**Assigned task**: Word by word and line by line, write out all of the records.

**Provided material**:
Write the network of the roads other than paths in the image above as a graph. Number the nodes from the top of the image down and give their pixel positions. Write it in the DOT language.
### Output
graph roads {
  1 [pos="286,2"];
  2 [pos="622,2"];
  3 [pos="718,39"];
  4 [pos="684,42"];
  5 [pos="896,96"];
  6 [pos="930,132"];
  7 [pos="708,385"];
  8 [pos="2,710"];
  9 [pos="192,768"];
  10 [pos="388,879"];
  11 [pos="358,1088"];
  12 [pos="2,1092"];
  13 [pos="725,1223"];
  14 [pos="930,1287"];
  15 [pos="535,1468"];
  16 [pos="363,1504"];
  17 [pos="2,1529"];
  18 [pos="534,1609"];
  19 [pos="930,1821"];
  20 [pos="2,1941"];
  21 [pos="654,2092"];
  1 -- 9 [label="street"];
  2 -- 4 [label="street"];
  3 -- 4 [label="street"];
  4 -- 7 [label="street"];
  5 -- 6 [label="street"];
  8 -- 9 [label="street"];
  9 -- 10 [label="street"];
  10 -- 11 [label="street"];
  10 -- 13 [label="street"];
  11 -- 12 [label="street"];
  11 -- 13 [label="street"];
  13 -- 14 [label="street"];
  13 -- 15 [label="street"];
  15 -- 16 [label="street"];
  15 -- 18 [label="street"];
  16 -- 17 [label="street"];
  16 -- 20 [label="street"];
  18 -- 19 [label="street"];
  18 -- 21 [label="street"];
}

**Worked solution**:
Write the network of the roads other than paths in the image above as a graph. Number the nodes from the top of the image down and give their pixel positions. Write it in the DOT language.
### Output
graph roads {
  1 [pos="286,2"];
  2 [pos="622,2"];
  3 [pos="718,39"];
  4 [pos="684,42"];
  5 [pos="896,96"];
  6 [pos="930,132"];
  7 [pos="708,385"];
  8 [pos="2,710"];
  9 [pos="192,768"];
  10 [pos="388,879"];
  11 [pos="358,1088"];
  12 [pos="2,1092"];
  13 [pos="725,1223"];
  14 [pos="930,1287"];
  15 [pos="535,1468"];
  16 [pos="363,1504"];
  17 [pos="2,1529"];
  18 [pos="534,1609"];
  19 [pos="930,1821"];
  20 [pos="2,1941"];
  21 [pos="654,2092"];
  1 -- 9 [label="street"];
  2 -- 4 [label="street"];
  3 -- 4 [label="street"];
  4 -- 7 [label="street"];
  5 -- 6 [label="street"];
  8 -- 9 [label="street"];
  9 -- 10 [label="street"];
  10 -- 11 [label="street"];
  10 -- 13 [label="street"];
  11 -- 12 [label="street"];
  11 -- 13 [label="street"];
  13 -- 14 [label="street"];
  13 -- 15 [label="street"];
  15 -- 16 [label="street"];
  15 -- 18 [label="street"];
  16 -- 17 [label="street"];
  16 -- 20 [label="street"];
  18 -- 19 [label="street"];
  18 -- 21 [label="street"];
}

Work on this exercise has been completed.